Пару-тройку раз они выпивали с тётушкой Бенедой вдвоём – как правило, уже поздно вечером, когда все отправлялись спать.

– Северга, прости, ну не могу я тебя понять, – сказала костоправка, приняв «на грудь» полкувшина крепкого зелья. – Это же твоя родная кровинка, твоя выстраданная девочка – и ты её даже не обнимешь ни разу, не прижмёшь к себе, не поцелуешь, слова ласкового не скажешь... Как так можно?

– Тётя Беня, я воин, – ответила Северга, подбрасывая в огонь поленья. – Чем меньше её привязанность, тем меньше будет боли, когда вам принесут весть о том, что я убита. А вам её рано или поздно принесут. Чем меньше она прольёт слёз обо мне, тем лучше.

Грудь Бенеды от тяжёлого вздоха всколыхнулась.

– Дорогуша, привязанность уже есть. И дальше она будет только крепнуть. Девчонка уже тебя любит, тянется к тебе. Где это видано, чтоб дитё матушку не любило, даже такую непутёвую, как ты?

– Особой любви я в её глазах не вижу, только страх, – усмехнулась Северга, наполняя чарки вновь. – Но пусть уж лучше боится, чем любит. Зато сожалеть обо мне не будет.

– А я вот вижу в её глазах совсем другое. – Крякнув, Бенеда выпила, утробно отрыгнула воздух. – И Гырдан тоже хорош... Ни разу своё дитятко не навестил, скотина такая. Ну, что с него взять... Охламоном был, охламоном сдохнет.

– Уже. – Северга посуровела, её тёмные брови сдвинулись в одну грозную черту на побледневшем лице, скулы взбугрились желваками. Пить она не спешила, сжимая чарку в руке.

– То есть? – Теперь нахмурилась и Бенеда, подавшись всем телом вперёд.

– Уже сдох, тёть Беня. Погиб. Нет его больше. – Северга медленно, с натугой влила в себя хмельное, занюхала рукавом, блеснула клыками в коротком ожесточённом оскале.

– Да неужто?! – охнула костоправка, откидываясь назад. – Ох, чешуя драмаука мне в рот... Огорошила ты меня, дорогуша, огорчила вестью... Непутёвый был тоже, а всё-таки племяш мой родной. Жалко засранца. – И Бенеда провела рукой по потемневшему, вытянувшемуся от хмеля и сокрушения лицу. – Как же это вышло-то?

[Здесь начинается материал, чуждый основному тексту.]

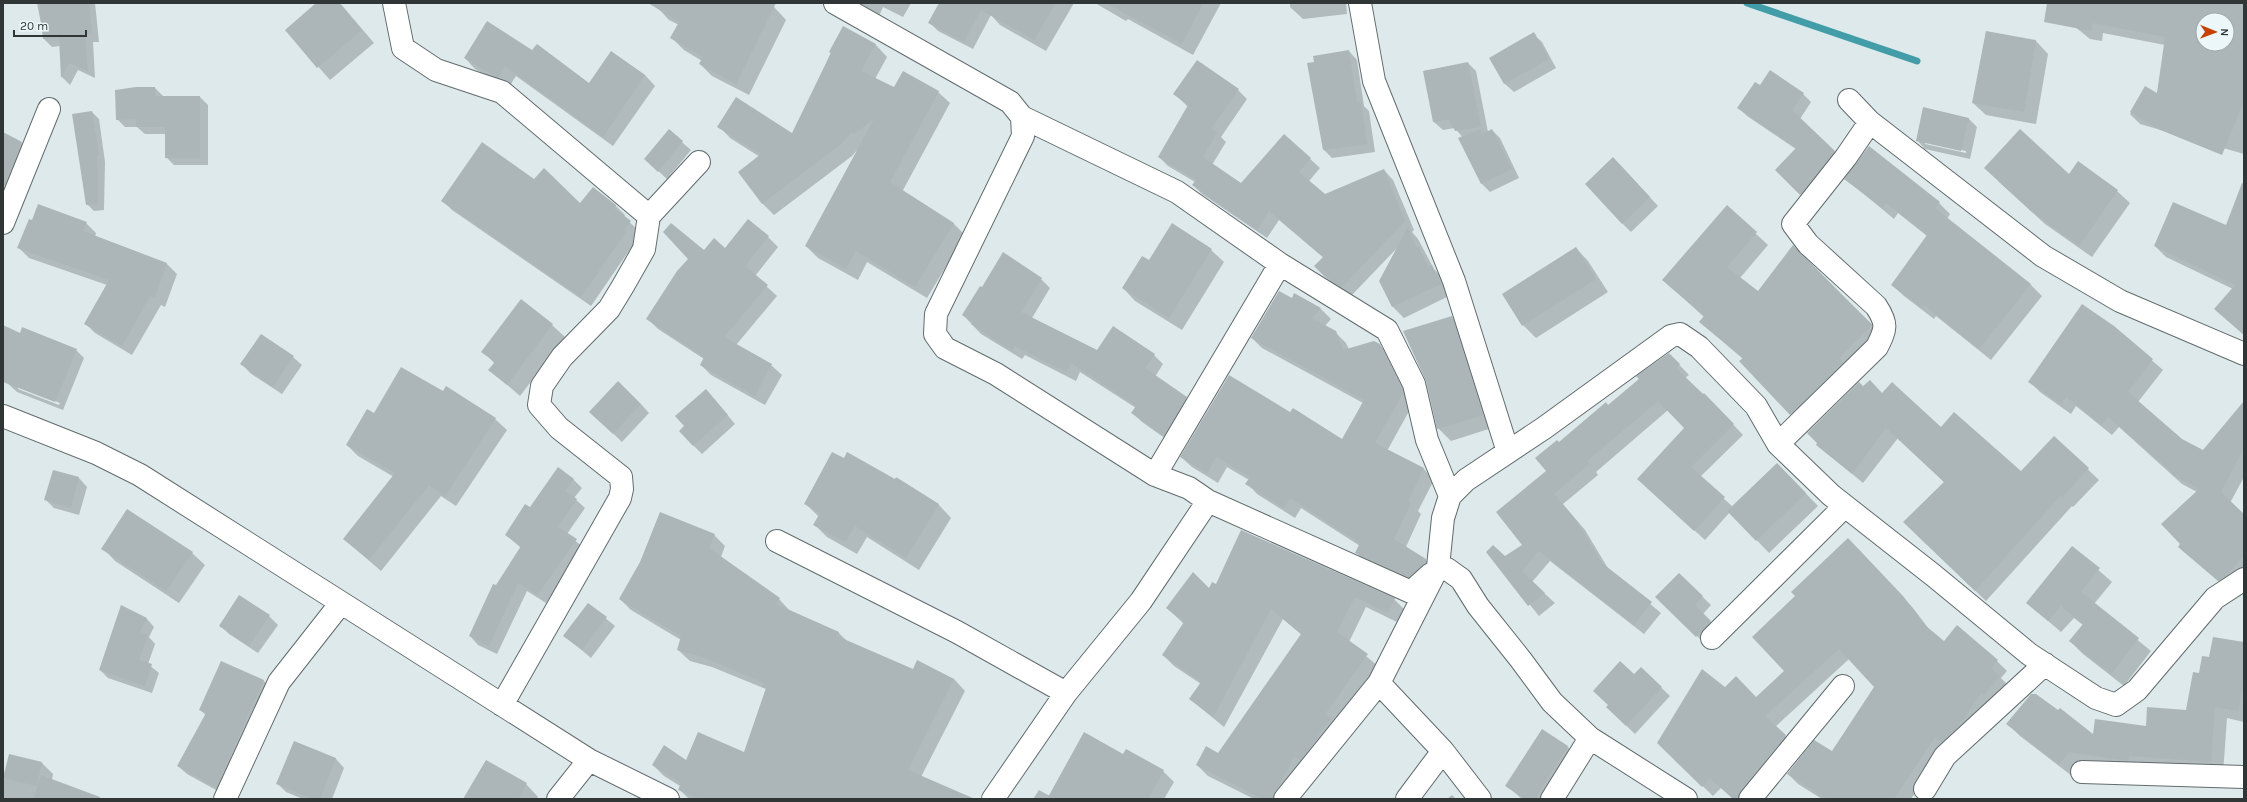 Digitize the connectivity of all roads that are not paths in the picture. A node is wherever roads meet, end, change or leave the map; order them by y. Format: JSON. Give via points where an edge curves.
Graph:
{"nodes":[{"id":1,"x":394,"y":3,"type":"edge"},
{"id":2,"x":835,"y":3,"type":"edge"},
{"id":3,"x":1360,"y":3,"type":"edge"},
{"id":4,"x":1849,"y":100,"type":"dead end"},
{"id":5,"x":48,"y":109,"type":"dead end"},
{"id":6,"x":1022,"y":117,"type":"junction"},
{"id":7,"x":1870,"y":122,"type":"junction"},
{"id":8,"x":699,"y":162,"type":"dead end"},
{"id":9,"x":649,"y":216,"type":"junction"},
{"id":10,"x":3,"y":224,"type":"edge"},
{"id":11,"x":1280,"y":264,"type":"junction"},
{"id":12,"x":2244,"y":354,"type":"edge"},
{"id":13,"x":3,"y":416,"type":"edge"},
{"id":14,"x":1778,"y":444,"type":"junction"},
{"id":15,"x":1508,"y":452,"type":"junction"},
{"id":16,"x":1154,"y":475,"type":"junction"},
{"id":17,"x":1450,"y":496,"type":"junction"},
{"id":18,"x":1208,"y":501,"type":"junction"},
{"id":19,"x":1845,"y":506,"type":"junction"},
{"id":20,"x":777,"y":541,"type":"dead end"},
{"id":21,"x":1438,"y":568,"type":"junction"},
{"id":22,"x":2244,"y":579,"type":"edge"},
{"id":23,"x":341,"y":603,"type":"junction"},
{"id":24,"x":1712,"y":638,"type":"dead end"},
{"id":25,"x":2044,"y":664,"type":"junction"},
{"id":26,"x":1380,"y":683,"type":"junction"},
{"id":27,"x":1843,"y":686,"type":"dead end"},
{"id":28,"x":1066,"y":693,"type":"junction"},
{"id":29,"x":502,"y":705,"type":"junction"},
{"id":30,"x":1590,"y":738,"type":"junction"},
{"id":31,"x":1443,"y":751,"type":"junction"},
{"id":32,"x":589,"y":760,"type":"junction"},
{"id":33,"x":2082,"y":772,"type":"dead end"},
{"id":34,"x":2244,"y":777,"type":"edge"},
{"id":35,"x":1926,"y":789,"type":"dead end"},
{"id":36,"x":225,"y":799,"type":"edge"},
{"id":37,"x":558,"y":799,"type":"edge"},
{"id":38,"x":668,"y":799,"type":"edge"},
{"id":39,"x":993,"y":799,"type":"edge"},
{"id":40,"x":1285,"y":799,"type":"edge"},
{"id":41,"x":1407,"y":799,"type":"edge"},
{"id":42,"x":1480,"y":799,"type":"edge"},
{"id":43,"x":1552,"y":799,"type":"edge"},
{"id":44,"x":1686,"y":799,"type":"edge"},
{"id":45,"x":1750,"y":799,"type":"edge"}],
"edges":[{"from":1,"to":9,"type":"street","via":[[403,48],[436,70],[502,92]]},
{"from":2,"to":6,"type":"street","via":[[1010,102]]},
{"from":3,"to":15,"type":"street","via":[[1374,80],[1454,281]]},
{"from":4,"to":7,"type":"street"},
{"from":5,"to":10,"type":"street"},
{"from":6,"to":11,"type":"street","via":[[1177,192]]},
{"from":6,"to":16,"type":"street","via":[[1023,136],[936,314],[935,334],[945,348],[996,374]]},
{"from":7,"to":12,"type":"street","via":[[2043,256],[2120,301]]},
{"from":7,"to":14,"type":"street","via":[[1838,168],[1793,224],[1808,244],[1876,306],[1883,317],[1885,329],[1877,347]]},
{"from":8,"to":9,"type":"street"},
{"from":9,"to":29,"type":"street","via":[[644,249],[624,286],[609,309],[562,356],[542,386],[539,404],[559,428],[621,477],[622,488],[620,498]]},
{"from":11,"to":16,"type":"street"},
{"from":11,"to":17,"type":"street","via":[[1387,330],[1414,384],[1427,440]]},
{"from":13,"to":23,"type":"street","via":[[96,453],[140,475]]},
{"from":14,"to":15,"type":"street","via":[[1756,406],[1699,347],[1680,334],[1671,336]]},
{"from":14,"to":19,"type":"street"},
{"from":15,"to":17,"type":"street","via":[[1466,480]]},
{"from":16,"to":18,"type":"street","via":[[1189,488]]},
{"from":17,"to":21,"type":"street","via":[[1443,518]]},
{"from":18,"to":21,"type":"street","via":[[1411,592]]},
{"from":18,"to":28,"type":"street","via":[[1141,601]]},
{"from":19,"to":24,"type":"street"},
{"from":19,"to":25,"type":"street"},
{"from":20,"to":28,"type":"street","via":[[957,632]]},
{"from":21,"to":26,"type":"street"},
{"from":21,"to":30,"type":"street","via":[[1448,569],[1461,579],[1478,606],[1552,702]]},
{"from":22,"to":25,"type":"street","via":[[2215,598],[2137,690],[2116,705],[2096,698]]},
{"from":23,"to":29,"type":"street"},
{"from":23,"to":36,"type":"street","via":[[279,682]]},
{"from":25,"to":35,"type":"street","via":[[1945,756]]},
{"from":26,"to":31,"type":"street"},
{"from":26,"to":40,"type":"street"},
{"from":27,"to":45,"type":"street"},
{"from":28,"to":39,"type":"street"},
{"from":29,"to":32,"type":"street"},
{"from":30,"to":43,"type":"street"},
{"from":30,"to":44,"type":"street"},
{"from":31,"to":41,"type":"street"},
{"from":31,"to":42,"type":"street"},
{"from":32,"to":37,"type":"street"},
{"from":32,"to":38,"type":"street"},
{"from":33,"to":34,"type":"street"}]}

– Неважно уж теперь. – Северга снова оскалилась, словно у неё занемело лицо, и она пыталась его размять. – Убили его.

Они не подозревали, что Рамут слушала их разговор в тени лестницы, зажимая себе рукой рот и задыхаясь от рвущих грудь рыданий. Когда матушка с Бенедой разошлись по комнатам, девочка проскользнула к себе и бросилась на постель.

Она плакала полночи, выла в подушку и грызла наволочку клыками, пока не порвала. Выплёвывая перья, она размазывала слёзы по лицу, а в груди колоколом гудела боль. Под утро Рамут начала одолевать дрёма, и в солёном полусне ей мерещилась мужская фигура, которая склонялась над нею в сумраке. Она пыталась поймать её, но руки хватали пустоту.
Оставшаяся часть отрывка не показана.